Every entry must be output exactly as it is written.

___ DATASET EXCERPTS ___

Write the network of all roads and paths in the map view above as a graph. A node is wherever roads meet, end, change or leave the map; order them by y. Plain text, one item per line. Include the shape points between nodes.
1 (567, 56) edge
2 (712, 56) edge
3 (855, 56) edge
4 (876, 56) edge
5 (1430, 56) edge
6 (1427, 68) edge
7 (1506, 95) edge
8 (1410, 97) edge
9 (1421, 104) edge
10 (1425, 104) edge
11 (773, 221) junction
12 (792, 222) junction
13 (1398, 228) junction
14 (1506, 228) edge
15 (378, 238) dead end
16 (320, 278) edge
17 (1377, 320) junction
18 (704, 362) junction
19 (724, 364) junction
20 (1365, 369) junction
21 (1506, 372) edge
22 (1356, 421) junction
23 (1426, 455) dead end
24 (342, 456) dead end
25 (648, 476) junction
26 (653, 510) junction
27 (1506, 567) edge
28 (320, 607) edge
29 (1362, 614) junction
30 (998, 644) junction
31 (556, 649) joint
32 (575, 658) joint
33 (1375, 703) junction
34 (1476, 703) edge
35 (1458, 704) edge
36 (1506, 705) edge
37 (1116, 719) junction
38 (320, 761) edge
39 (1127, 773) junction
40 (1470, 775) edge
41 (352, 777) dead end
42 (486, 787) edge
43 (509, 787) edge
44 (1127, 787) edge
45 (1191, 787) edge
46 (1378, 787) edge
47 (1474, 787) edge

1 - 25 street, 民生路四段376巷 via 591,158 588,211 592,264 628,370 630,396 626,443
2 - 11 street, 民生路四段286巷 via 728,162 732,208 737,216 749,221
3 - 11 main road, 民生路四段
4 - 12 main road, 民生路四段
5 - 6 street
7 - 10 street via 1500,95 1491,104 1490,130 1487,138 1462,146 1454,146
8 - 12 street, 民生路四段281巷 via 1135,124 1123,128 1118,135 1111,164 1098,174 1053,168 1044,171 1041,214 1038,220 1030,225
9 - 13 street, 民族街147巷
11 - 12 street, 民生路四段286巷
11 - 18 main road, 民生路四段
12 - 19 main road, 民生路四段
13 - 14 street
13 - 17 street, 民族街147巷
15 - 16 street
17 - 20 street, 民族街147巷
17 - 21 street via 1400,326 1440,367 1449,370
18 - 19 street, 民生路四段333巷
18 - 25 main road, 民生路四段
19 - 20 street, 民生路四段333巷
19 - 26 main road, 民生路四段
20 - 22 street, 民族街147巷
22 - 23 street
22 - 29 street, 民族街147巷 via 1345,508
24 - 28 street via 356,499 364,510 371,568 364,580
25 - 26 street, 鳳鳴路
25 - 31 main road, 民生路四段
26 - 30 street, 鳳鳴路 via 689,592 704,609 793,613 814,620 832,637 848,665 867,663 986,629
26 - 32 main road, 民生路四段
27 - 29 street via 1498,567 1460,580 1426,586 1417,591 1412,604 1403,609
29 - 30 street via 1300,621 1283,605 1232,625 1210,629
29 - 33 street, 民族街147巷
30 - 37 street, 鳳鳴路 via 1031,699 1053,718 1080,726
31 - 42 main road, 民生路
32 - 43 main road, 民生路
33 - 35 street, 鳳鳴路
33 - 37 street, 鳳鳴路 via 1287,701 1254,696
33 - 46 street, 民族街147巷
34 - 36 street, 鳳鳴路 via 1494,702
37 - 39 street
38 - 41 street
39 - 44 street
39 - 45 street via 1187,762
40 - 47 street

___

▸ EXERCISE RESULT:
Write the network of all roads and paths in the map view above as a graph. A node is wherever roads meet, end, change or leave the map; order them by y. Plain text, one item per line. Include the shape points between nodes.
1 (567, 56) edge
2 (712, 56) edge
3 (855, 56) edge
4 (876, 56) edge
5 (1430, 56) edge
6 (1427, 68) edge
7 (1506, 95) edge
8 (1410, 97) edge
9 (1421, 104) edge
10 (1425, 104) edge
11 (773, 221) junction
12 (792, 222) junction
13 (1398, 228) junction
14 (1506, 228) edge
15 (378, 238) dead end
16 (320, 278) edge
17 (1377, 320) junction
18 (704, 362) junction
19 (724, 364) junction
20 (1365, 369) junction
21 (1506, 372) edge
22 (1356, 421) junction
23 (1426, 455) dead end
24 (342, 456) dead end
25 (648, 476) junction
26 (653, 510) junction
27 (1506, 567) edge
28 (320, 607) edge
29 (1362, 614) junction
30 (998, 644) junction
31 (556, 649) joint
32 (575, 658) joint
33 (1375, 703) junction
34 (1476, 703) edge
35 (1458, 704) edge
36 (1506, 705) edge
37 (1116, 719) junction
38 (320, 761) edge
39 (1127, 773) junction
40 (1470, 775) edge
41 (352, 777) dead end
42 (486, 787) edge
43 (509, 787) edge
44 (1127, 787) edge
45 (1191, 787) edge
46 (1378, 787) edge
47 (1474, 787) edge

1 - 25 street, 民生路四段376巷 via 591,158 588,211 592,264 628,370 630,396 626,443
2 - 11 street, 民生路四段286巷 via 728,162 732,208 737,216 749,221
3 - 11 main road, 民生路四段
4 - 12 main road, 民生路四段
5 - 6 street
7 - 10 street via 1500,95 1491,104 1490,130 1487,138 1462,146 1454,146
8 - 12 street, 民生路四段281巷 via 1135,124 1123,128 1118,135 1111,164 1098,174 1053,168 1044,171 1041,214 1038,220 1030,225
9 - 13 street, 民族街147巷
11 - 12 street, 民生路四段286巷
11 - 18 main road, 民生路四段
12 - 19 main road, 民生路四段
13 - 14 street
13 - 17 street, 民族街147巷
15 - 16 street
17 - 20 street, 民族街147巷
17 - 21 street via 1400,326 1440,367 1449,370
18 - 19 street, 民生路四段333巷
18 - 25 main road, 民生路四段
19 - 20 street, 民生路四段333巷
19 - 26 main road, 民生路四段
20 - 22 street, 民族街147巷
22 - 23 street
22 - 29 street, 民族街147巷 via 1345,508
24 - 28 street via 356,499 364,510 371,568 364,580
25 - 26 street, 鳳鳴路
25 - 31 main road, 民生路四段
26 - 30 street, 鳳鳴路 via 689,592 704,609 793,613 814,620 832,637 848,665 867,663 986,629
26 - 32 main road, 民生路四段
27 - 29 street via 1498,567 1460,580 1426,586 1417,591 1412,604 1403,609
29 - 30 street via 1300,621 1283,605 1232,625 1210,629
29 - 33 street, 民族街147巷
30 - 37 street, 鳳鳴路 via 1031,699 1053,718 1080,726
31 - 42 main road, 民生路
32 - 43 main road, 民生路
33 - 35 street, 鳳鳴路
33 - 37 street, 鳳鳴路 via 1287,701 1254,696
33 - 46 street, 民族街147巷
34 - 36 street, 鳳鳴路 via 1494,702
37 - 39 street
38 - 41 street
39 - 44 street
39 - 45 street via 1187,762
40 - 47 street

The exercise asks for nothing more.